The Honourable William Francis Morneau, P.C., M.P.
Minister of Finance

These notes are intended for information purposes only and should not be construed as an official interpretation of the provisions they describe.

Clause 1

Special provision

ITA
7(7)

Subsection 7(7) of the Income Tax Act (the "Act") defines "qualifying person" and "security" for the purposes of section 7 and certain other provisions of the Act relating to agreements under which employees of a corporation or a mutual fund trust acquire rights to acquire securities of the employer (or a person with whom the employer does not deal at arm's length).

Subsection 7(7) is amended to have these definitions apply for the purposes of new subsection 110(0.1), new paragraph 110(1)(e) and new subsections 110(1.3), (1.31), (1.4), (1.41) and (1.9).

For more information, see the commentary on those provisions.

This amendment comes into force on January 1, 2020.

Clause 2

Definitions

ITA
110(0.1)

Section 110 of the Act provides various deductions that may be claimed in computing a taxpayer's taxable income. New subsection 110(0.1) defines "specified person" and "vesting year" for the purposes of section 110. These terms are used in the context of non-qualified securities under stock option agreements. For further information, see the commentary on new paragraph 110(1)(e) and new subsections 110(1.3), (1.31), (1.4), (1.41) and (1.9).

"specified person"

The new definition "specified person" is relevant to the new rules relating to non-qualified securities and, in particular, the new deduction under paragraph 110(1)(e).

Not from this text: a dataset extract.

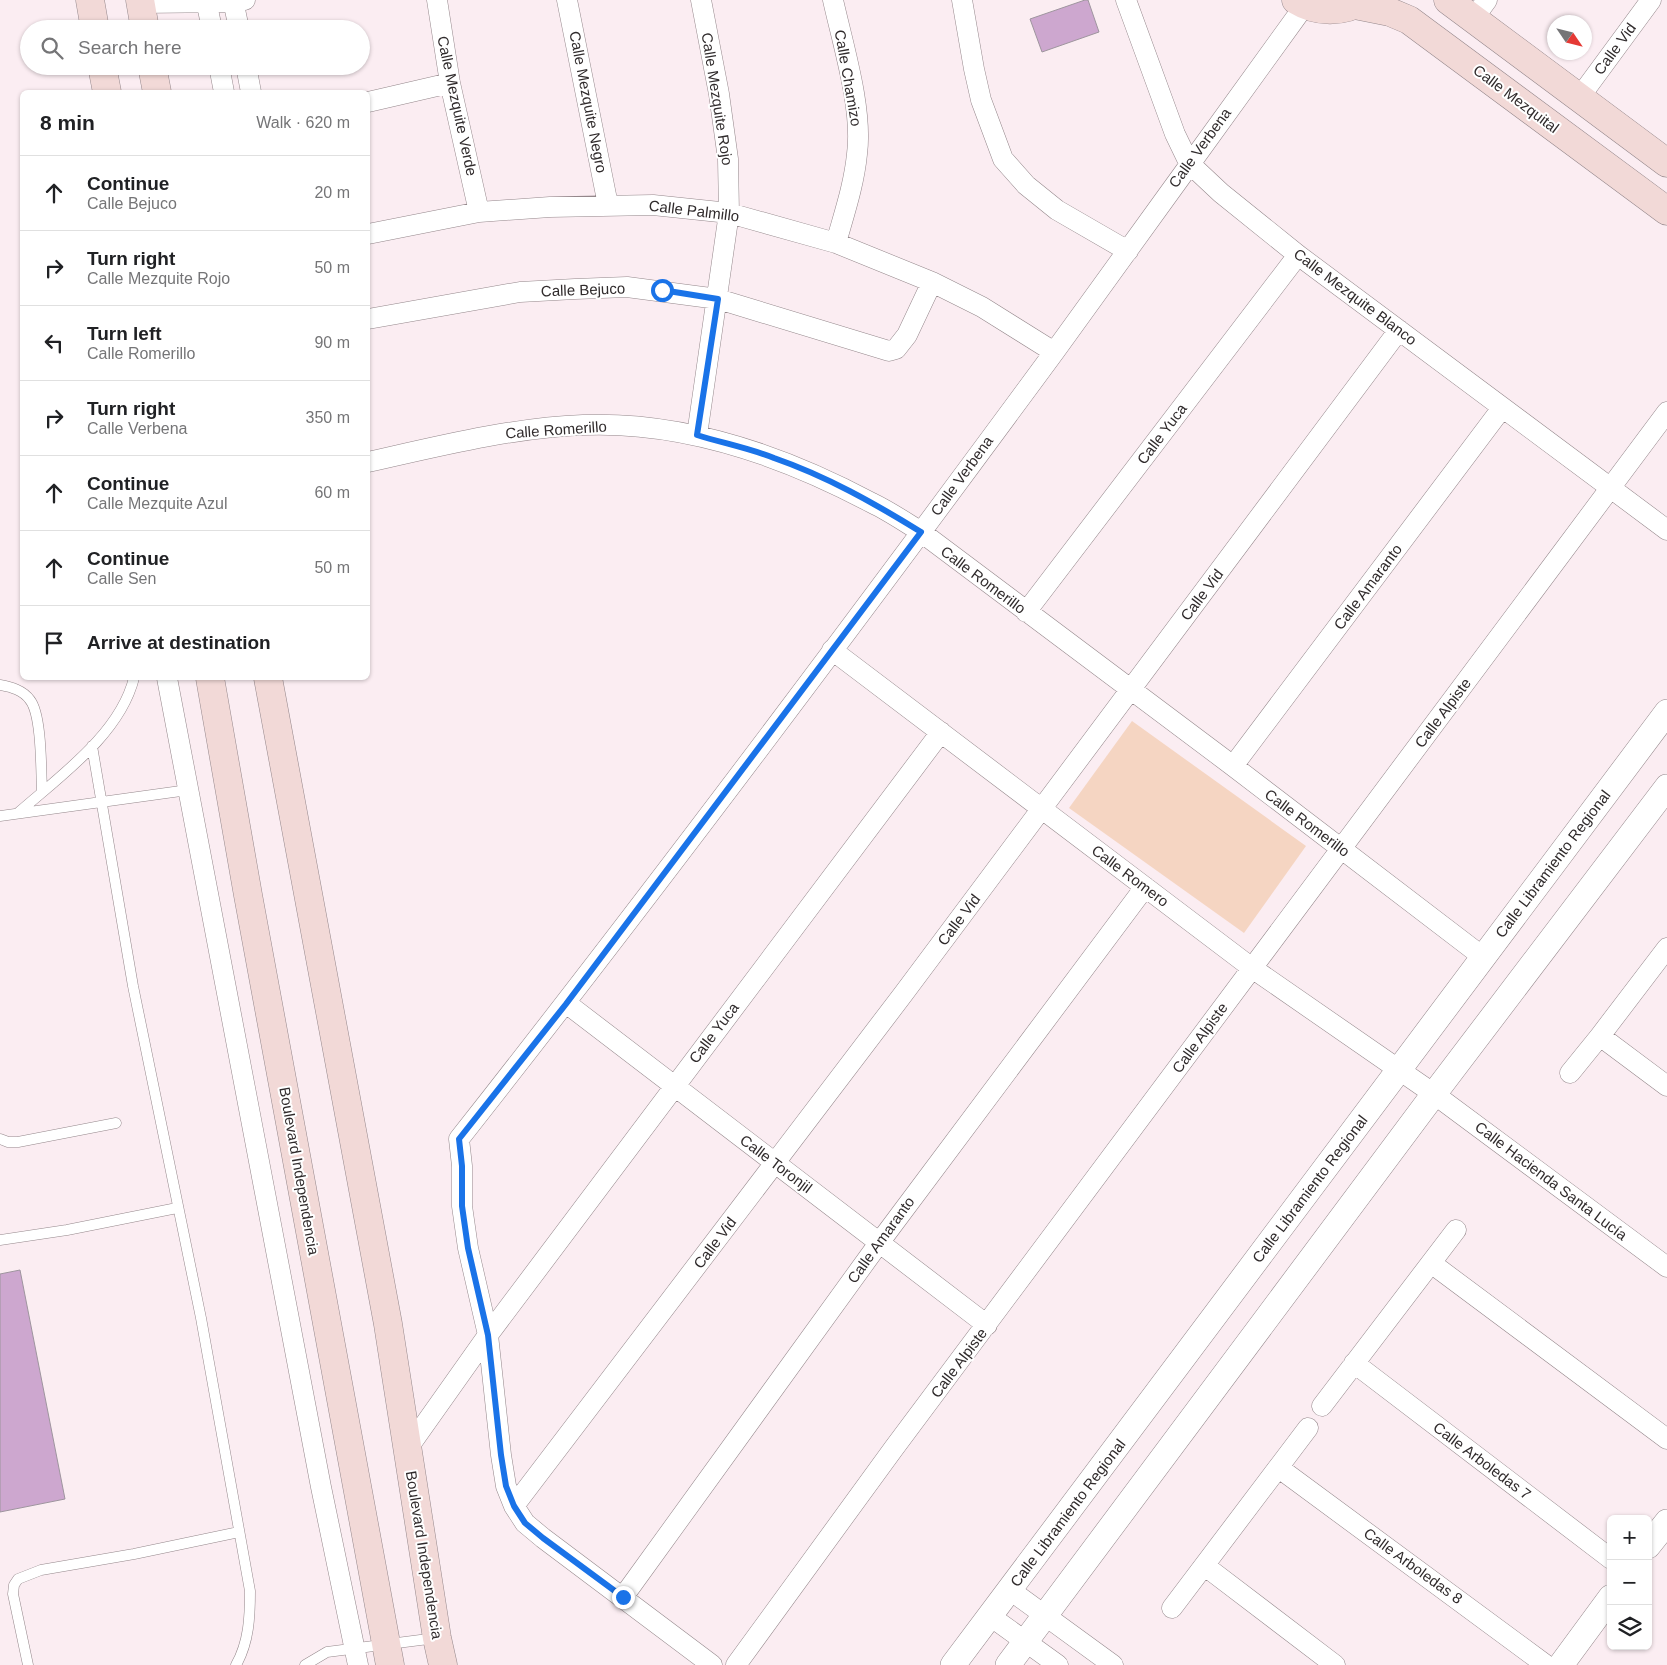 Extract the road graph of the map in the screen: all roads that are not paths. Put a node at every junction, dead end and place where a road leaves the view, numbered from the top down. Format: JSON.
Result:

A specified person is defined as a qualifying person (defined as a corporation or mutual fund trust in subsection 7(7)) that is not:

"vesting year"

The new definition "vesting year" is relevant for the purposes of the $200,000 limit in new subsection 110(1.31), which deems certain securities to be non-qualified securities.

The term "vesting year" applies with respect to a security that a specified person has agreed to sell or issue to an individual under an agreement. It is generally the first calendar year in which the individual may exercise the right to acquire the security. Where the agreement specifies the calendar year in which the individual's right to acquire the security first becomes exercisable, that calendar year will be the vesting year. Some agreements provide for an acceleration of the exercise right in the event of certain events that are not reasonably foreseeable at the time the agreement is entered into, such as the death of the individual. These accelerated vesting dates are not to be taken into consideration for the purpose of determining the agreement's vesting year.

Where the agreement does not specify the calendar year in which the individual's right to acquire the security first becomes exercisable, the vesting year will be the first calendar year in which the right to acquire the security can reasonably be expected to be exercised. For example, this may be the case where the right to acquire the security becomes exercisable as a consequence of the attainment of a metric based on sales, hours or performance.

The vesting year of a security to be acquired under an agreement to sell or issue securities to an individual is determined at the time the specified person agrees to sell or issue the security. As a consequence, the vesting year in respect of a security may differ from the year in which the security is acquired by the individual.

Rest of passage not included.